I’m well aware there are worse examples of slave labour throughout Asia, but I have to be somewhat realistic and make my choices based upon what I feel is right for me.  For example, would I buy a Nike shoe?  Yes, assuming it felt more comfortable on my foot than other shoes I’d tried, and if (for the price) the shoe was well-made (I’m a guy — I hate buying shoes.  One pair should last me 5 years! ;) ).  But do I go into a shoe store or into Amazon’s footwear section and specifically purchase Nike shoes?  Absolutely not — like motherboards, I’ll purchase whatever meets my needs.  Would I buy a mink coat?  No, because mink feels fucking weird to me, and such things are horrendously overpriced.  Do I eat meat?  Hell yes, because it tastes good (I like tofu too, for what it’s worth).  You get the idea.

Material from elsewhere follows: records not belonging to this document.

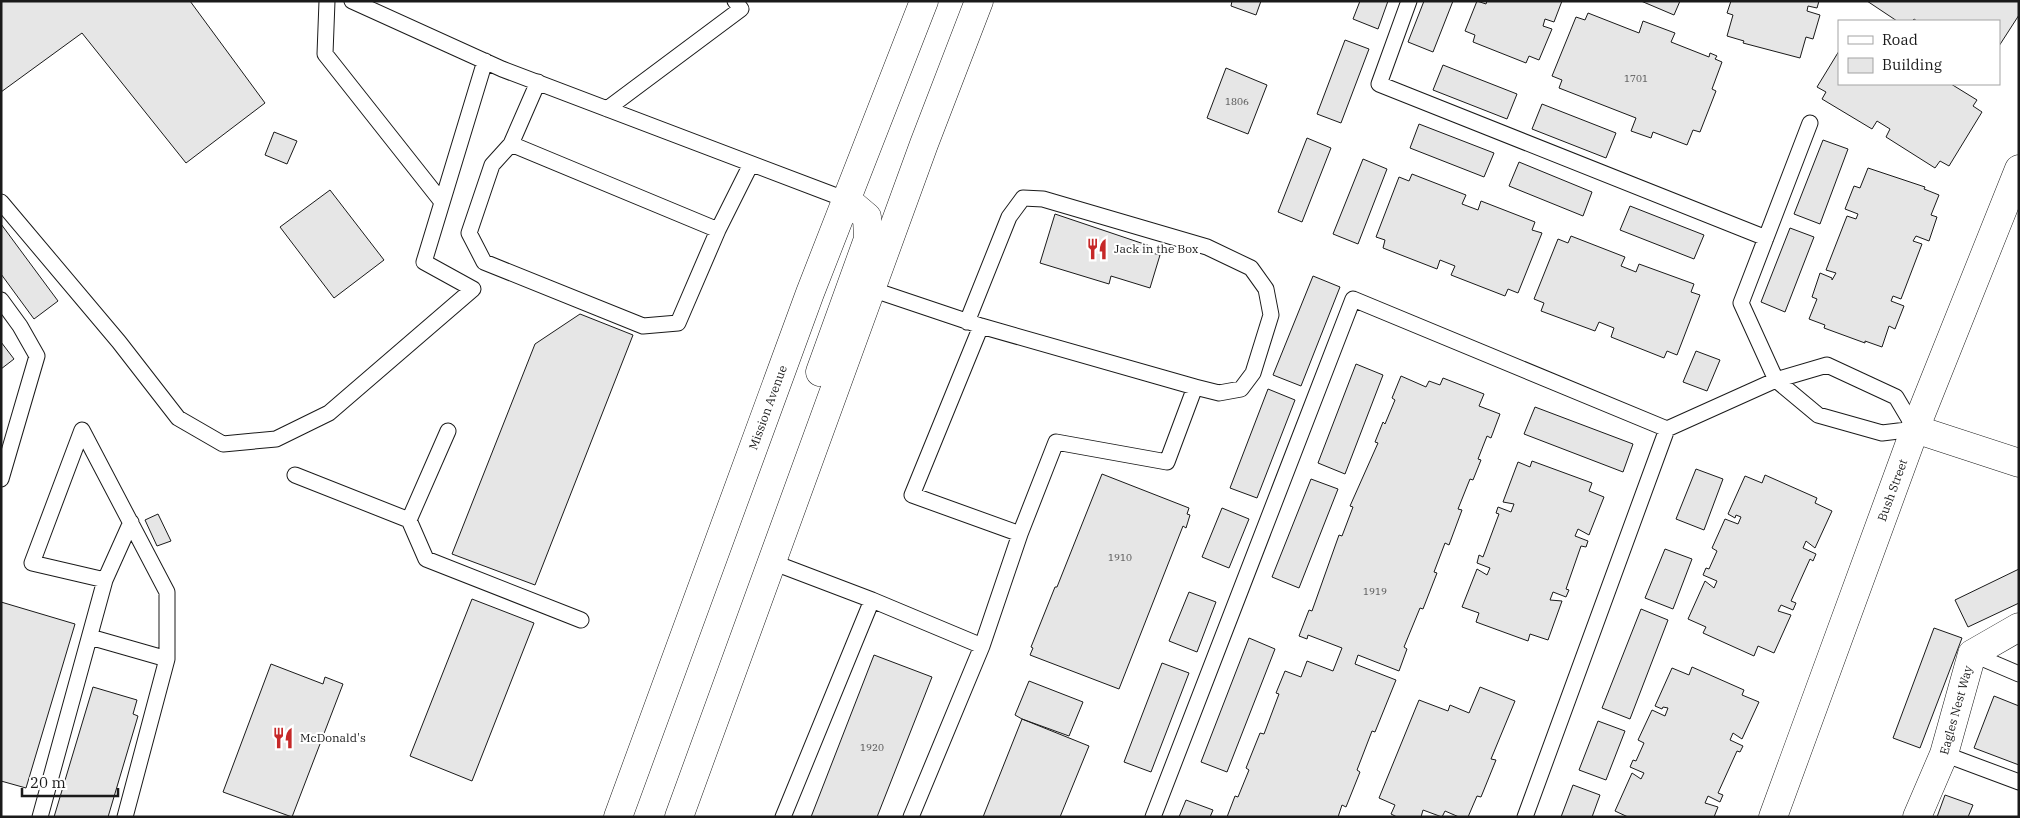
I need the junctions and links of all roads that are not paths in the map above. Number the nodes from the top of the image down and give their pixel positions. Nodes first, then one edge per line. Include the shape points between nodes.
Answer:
1 (327, 1) edge
2 (352, 1) edge
3 (735, 1) edge
4 (924, 1) edge
5 (979, 1) edge
6 (1409, 1) edge
7 (484, 61) junction
8 (538, 82) junction
9 (607, 109) junction
10 (1810, 122) dead end
11 (512, 144) junction
12 (750, 164) junction
13 (2019, 168) edge
14 (847, 200) junction
15 (1, 202) edge
16 (442, 202) junction
17 (718, 230) junction
18 (1766, 238) junction
19 (871, 289) junction
20 (1, 300) edge
21 (974, 324) junction
22 (1776, 380) junction
23 (1195, 388) junction
24 (1667, 429) junction
25 (1914, 429) junction
26 (448, 431) dead end
27 (2019, 463) edge
28 (295, 475) dead end
29 (1, 479) edge
30 (800, 483) junction
31 (409, 520) junction
32 (131, 522) junction
33 (1020, 534) junction
34 (772, 562) junction
35 (105, 580) junction
36 (872, 600) junction
37 (581, 620) dead end
38 (2019, 627) edge
39 (90, 637) junction
40 (982, 646) junction
41 (1972, 654) junction
42 (167, 660) junction
43 (2019, 674) edge
44 (1944, 754) junction
45 (2019, 782) edge
46 (40, 817) edge
47 (125, 817) edge
48 (618, 817) edge
49 (679, 817) edge
50 (783, 817) edge
51 (911, 817) edge
52 (1153, 817) edge
53 (1525, 817) edge
54 (1773, 817) edge
55 (1917, 817) edge

1 - 16 lane via 325,54
2 - 7 lane
3 - 9 lane via 740,9
4 - 14 main road, Mission Avenue
5 - 19 main road
6 - 18 lane via 1379,84
7 - 8 lane
7 - 16 lane
8 - 9 lane
8 - 11 lane
9 - 12 lane
10 - 18 lane
11 - 17 lane
11 - 17 lane via 492,164 469,233 484,262 643,326 678,323
12 - 14 lane
12 - 17 lane
13 - 25 main road, Bush Street
14 - 30 main road via 867,217 868,239 792,458
14 - 48 main road, Mission Avenue
15 - 16 lane via 119,342 178,418 223,444 276,439 329,412 473,289 424,262
18 - 22 lane via 1741,303
19 - 21 lane
19 - 30 main road
20 - 29 lane via 37,356
21 - 23 lane
21 - 23 lane via 1009,217 1023,198 1062,204 1207,247 1251,268 1266,289 1271,315 1253,373 1241,389 1219,393
21 - 33 lane via 912,495
22 - 24 lane
22 - 25 lane via 1818,415 1882,433
22 - 25 lane via 1827,365 1896,397
23 - 33 lane via 1167,462 1056,442
24 - 52 lane via 1353,299
24 - 53 lane
25 - 27 main road
25 - 54 main road, Bush Street
26 - 31 lane
28 - 31 lane
30 - 34 main road
31 - 37 lane via 426,559
32 - 35 lane
32 - 35 lane via 82,430 32,563
32 - 42 lane via 168,592
33 - 40 lane
34 - 36 lane
34 - 49 main road
35 - 39 lane
36 - 40 lane
36 - 50 lane
38 - 41 main road, Eagles Nest Way
39 - 42 lane
39 - 46 lane
40 - 51 lane
41 - 43 lane
41 - 44 main road, Eagles Nest Way
42 - 47 lane
44 - 45 lane
44 - 55 main road, Eagles Nest Way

P.S. – I don’t own an iPod, and I likely never will — but not because of the above.

Supermicro PDSMi+ BIOS bugs — finale

A few weeks ago, I received a final statement from Supermicro regarding the bugs I had reported: both are indeed bugs.  Here’s the official word:

We’ve already had a fix for your Kingston flash drive, a Beta version BIOS is attached for floppy BIOS flash disk.  …

For the Sandisk flash drive, our BIOS engineers find the data code which might be embedded in the firmware is kind of old. We may fix it in the future, but we don’t have a date for now.

The Sandisk flash drive we bought two months ago has no problem. So we recommend to contact the Sandisk to replace a new one or you can buy a new one. …

I consider this reasonable/acceptable support, so thumbs up/kudos to Supermicro for taking my claims seriously.  I haven’t had a chance to test the beta BIOS I was given.  And no, I will not provide it here, simply because the vendor should take the responsibility of releasing a new BIOS themselves (plus I don’t want to upset Supermicro).

Here are the exact model numbers of both the Kingston and SanDisk drives, so that anyone who comes across this post of mine will (hopefully) be in better shape afterwards:

  • Kingston DataTraveler 100, 4GB — no external serial or model number
  • SanDisk Micro Cruzer w/ U3, 2GB — model SDCZ6-2048RB

In the case of the 2GB SanDisk Micro Cruzer, Supermicro recommends users contact SanDisk for a replacement.

I’ve purchased an 8GB SanDisk Micro Cruzer (model SDCZ6-8192RB), which has absolutely no problems booting on a PDSMi+ using BIOS v1.3.  So Supermicro’s claim is accurate: SanDisk has some products which contain buggy firmware/boot code.